Il suo mondo non è mai stato facile, e dopo una rissa in un locale viene condannato a 5 anni di galera.
Per sua fortuna, e nostra, che l'abbiamo visto giocare, il giudice gli ha concesso la grazia dopo 5 mesi, consentendogli di essere dall'università di Georgetown allenata da John Thompson, forse il primo coach che ha dimostrato di credere nelle doti del ragazzo, nonostante il suo passato difficile e la sua fedina penale. Il giovane ricompensa la fiducia con dei numeri impressionante, nonostante un fisico molto più esile dei suoi coetanei.
Durante l'anno da freshman vince il premio di "Rookie of the year" e di difensore dell'anno, con oltre 20 punti, 4 assist e 3 rimbalzi a partita. I suoi numeri migliorano ancora la stagione successiva, e viene inserito nel quintetto All America. Le medie salgono a 25 punti, 4 rimbalzi, 5 assist e 3 palle recuperate.

Il problema parlando di Allen, e sarà cosi per tutta la sua carriera, citando il grande storyteller Federico Buffa, è che "i numeri lo offendono". (Per la verità Buffa dice queste parole a proposito di Michael Jordan, ma chi scrive è propenso a pensare che tale concetto valga anche e forse più per Iverson). Ha vinto 4 volte la classifica come miglior marcatore, 1 titolo di MVP, 2 MVP all'All Star Game, segnerà per 79 volte in regular season più di 40 punti. La sua icona però non si spiega solamente grazie al fenomenale attaccante che è stato nei campi da basket: Iverson è stato un'icona della cultura Hip Hop, ha rappresentato per anni le comunità meno benestanti degli Stati Uniti, non abbandonando mai il proprio clan. Famosa è diventata la sua frase che meglio di altre spiega la personalità del numero 3: "Se mangio io, mangiano tutti".

L'arrivo in NBA è stato subito un successo assoluto. Viene scelto da Philadelphia prendendosi la maglia numero 3 e produce subito numeri incredibili: il primo rookie nella storia a segnare più di 40 punti in 5 partite di fila, chiude la stagione con oltre 20 punti di media, vincendo a mani basse il ROY. La squadra non è subito competitiva, ci vorranno anni perché possa arrivare ai playoff, prima della consacrazione nella stagione 2000/2001. Solo la coppia più dominante dei primi anni 2000, Kobe e Shaq interrompono i sogni di gloria dei 76ers, vincendo le Finals 4-1.

Tuttavia nei cuori di tutti gli appassionati di pallacanestro di tutto il mondo non può non essere rimasta la prima sfida tra i Lakers e Philadelphia.

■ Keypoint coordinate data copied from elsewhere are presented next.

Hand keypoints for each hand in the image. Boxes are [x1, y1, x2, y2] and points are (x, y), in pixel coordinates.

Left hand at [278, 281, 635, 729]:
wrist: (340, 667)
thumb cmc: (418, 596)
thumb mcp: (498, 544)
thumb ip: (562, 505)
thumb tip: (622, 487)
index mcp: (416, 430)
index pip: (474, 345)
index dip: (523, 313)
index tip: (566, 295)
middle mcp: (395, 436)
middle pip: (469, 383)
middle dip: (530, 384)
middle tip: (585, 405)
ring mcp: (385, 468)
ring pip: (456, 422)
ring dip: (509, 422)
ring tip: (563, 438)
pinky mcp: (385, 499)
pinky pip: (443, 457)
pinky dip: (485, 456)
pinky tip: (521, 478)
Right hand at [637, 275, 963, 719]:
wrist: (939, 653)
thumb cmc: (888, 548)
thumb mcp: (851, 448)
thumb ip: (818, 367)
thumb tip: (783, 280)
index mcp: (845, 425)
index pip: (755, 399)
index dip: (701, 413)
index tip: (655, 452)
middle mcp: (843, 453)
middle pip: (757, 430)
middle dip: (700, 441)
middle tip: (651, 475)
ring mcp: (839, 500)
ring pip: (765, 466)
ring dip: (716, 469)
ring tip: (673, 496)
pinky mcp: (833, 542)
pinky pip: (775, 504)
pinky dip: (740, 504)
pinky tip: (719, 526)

Hanno vinto i Sixers dopo un overtime, grazie ai 48 punti di Iverson. Ma, come detto prima, i numeri lo offendono. Non è con il tabellino che si può spiegare il fascino magnetico con la quale trascina i suoi compagni di squadra a lottare su ogni pallone come se fosse l'ultimo. Lui stesso si lancia con i suoi 183 cm contro qualsiasi avversario, Shaq compreso. Icona di quella partita è il canestro di Iverson su Lue che, dopo esser caduto a terra, viene scavalcato dal numero 3 dei Sixers.

Questo era Allen Iverson: un leone in un corpo di un ghepardo. Il carattere però era altrettanto focoso: famosa è la sua conferenza stampa in cui ha dichiarato che allenarsi non è cosi importante, che lui combatte ogni sera con tutto sé stesso. Probabilmente insieme a Karl Malone (il Postino), John Stockton e Charles Barkley è stato uno dei giocatori più forti della storia NBA a non aver mai vinto un titolo.
Ma non è per questo che ci ricorderemo di Allen Ezail Iverson. Di lui ci rimarranno le incredibili giocate, il crossover su Michael Jordan al primo anno da professionista, il suo inconfondibile stile Hip Hop e una personalità genuina, mai intaccata dalla fama o dai soldi.

Degli ultimi anni non parlerò, perché quello che mi è rimasto in mente è solo che "fino a quando mangerò io, mangeranno tutti", un genio vestito da rapper su un parquet: Allen Iverson.